On plotting the linear trend line for the 40 years rainfall data, the following results in "Figure 7" were obtained.

Annual rainfall-plot

y = 3.434x + 943.6
R² = 0.053

Rainfall (mm)

Linear fit

Figure 6: Linear trend line corresponding to rainfall data (1971-2010:Tabligbo station)

The "figure 7" represents the graph for the twelve (12) months average rainfall for the time period (1971-2010). It shows two peaks in the year one in June (159.647mm) and another one in October (130.06 mm) which reveals the bimodal pattern of rainfall in the study area.

Monthly Average Rainfall

Figure 7: Monthly Average Rainfall (1971-2010)

In the Mann-Kendall test, the Sen's slope estimator reveals the trend of the series for 40 years for individual 12 months from January to December which are -0.073, -0.560, -0.069, 0.353, 0.285, 1.134, 0.980, 0.153, -0.480, 1.307, 0.699, and -0.191, respectively. For April, May, June, July, August, October and November, there is an evidence of a rising trend while the result is displaying negative trend in January, February, March, September and December. Thus Sen's slope estimator shows a positive trend for eight months and for other four months it shows a negative one representing almost non-significant condition. The Null hypothesis was accepted for all the twelve (12) months "annexe 2". Therefore, statistically significant trends are not found for precipitation on monthly basis, at 95 % confidence level, even though there are negative and positive trends for the record of period (1971-2010) considered.

Annual Rainfall Cumulative Deviation

Figure 8: Annual rainfall cumulative deviation (1971-2010) (Tabligbo station)

To be able to determine normal, wet and dry years, cumulative deviation from mean of rainfall pattern were computed for the periods of record. "The figure 8" reveals that a cyclic pattern of variations with alternating drier and wetter years is suggested.
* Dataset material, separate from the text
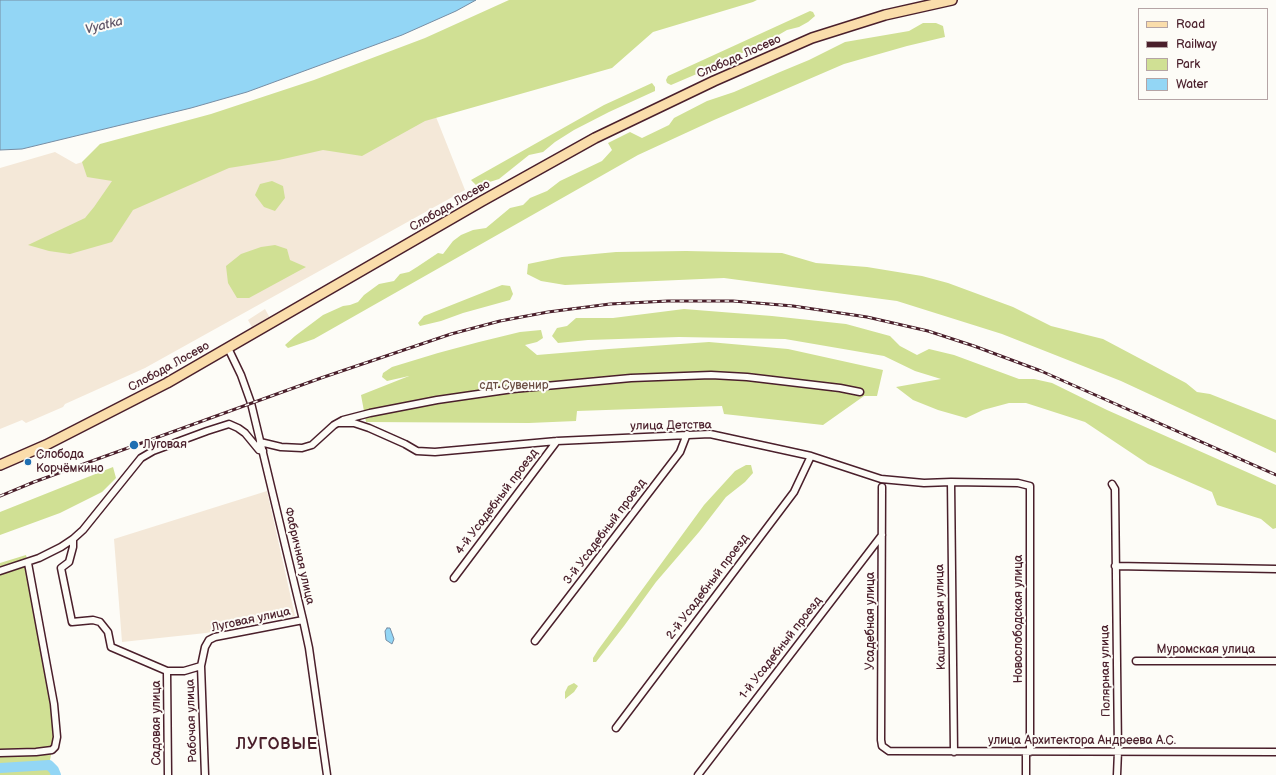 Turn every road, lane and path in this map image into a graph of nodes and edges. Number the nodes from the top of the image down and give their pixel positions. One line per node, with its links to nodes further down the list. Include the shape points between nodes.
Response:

Two main phases of different lengths were detected (1971-1977 and 1978-2010). The first phase covering eight (8) years shows six negatives anomalies that let to conclude a dry phase. It is followed by a long period from 1978-2010 characterized by variations with alternating drier and wetter years. This result explains rainfall variability over the study area during the period under examination.